#### Task inputs ####

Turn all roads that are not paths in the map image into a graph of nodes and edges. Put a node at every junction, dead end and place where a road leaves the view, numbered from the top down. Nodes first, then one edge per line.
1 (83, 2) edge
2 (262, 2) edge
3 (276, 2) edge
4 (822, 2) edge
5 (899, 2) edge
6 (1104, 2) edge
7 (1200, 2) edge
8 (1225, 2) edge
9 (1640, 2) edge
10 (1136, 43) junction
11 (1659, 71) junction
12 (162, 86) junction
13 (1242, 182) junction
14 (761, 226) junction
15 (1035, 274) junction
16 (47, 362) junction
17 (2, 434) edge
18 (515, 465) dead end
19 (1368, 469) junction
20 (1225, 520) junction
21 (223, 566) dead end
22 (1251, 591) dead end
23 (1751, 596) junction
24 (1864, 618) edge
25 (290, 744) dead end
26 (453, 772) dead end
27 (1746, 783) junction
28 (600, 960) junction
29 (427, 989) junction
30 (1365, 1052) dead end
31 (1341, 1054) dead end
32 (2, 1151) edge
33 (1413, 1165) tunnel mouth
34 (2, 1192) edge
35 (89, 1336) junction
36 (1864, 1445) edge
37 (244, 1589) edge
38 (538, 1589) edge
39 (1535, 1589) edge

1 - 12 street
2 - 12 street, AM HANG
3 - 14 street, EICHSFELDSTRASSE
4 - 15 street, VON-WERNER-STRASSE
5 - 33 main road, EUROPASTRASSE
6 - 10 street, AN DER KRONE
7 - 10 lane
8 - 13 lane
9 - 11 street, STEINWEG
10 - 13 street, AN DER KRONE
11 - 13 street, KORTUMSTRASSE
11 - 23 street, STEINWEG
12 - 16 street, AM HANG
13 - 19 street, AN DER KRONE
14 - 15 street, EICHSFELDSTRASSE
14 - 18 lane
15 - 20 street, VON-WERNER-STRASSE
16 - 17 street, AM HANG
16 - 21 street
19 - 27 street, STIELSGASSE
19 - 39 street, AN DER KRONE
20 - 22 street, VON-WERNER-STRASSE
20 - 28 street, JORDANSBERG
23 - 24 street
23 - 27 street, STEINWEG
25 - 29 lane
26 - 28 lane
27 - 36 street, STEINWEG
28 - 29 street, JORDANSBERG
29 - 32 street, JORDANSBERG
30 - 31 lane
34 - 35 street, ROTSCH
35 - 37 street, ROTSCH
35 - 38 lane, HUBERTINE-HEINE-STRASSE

####

### [Exercise]
Every line that holds the word "ROTSCH" should be copied from the records.

### [Answer area]
34 - 35 street, ROTSCH
35 - 37 street, ROTSCH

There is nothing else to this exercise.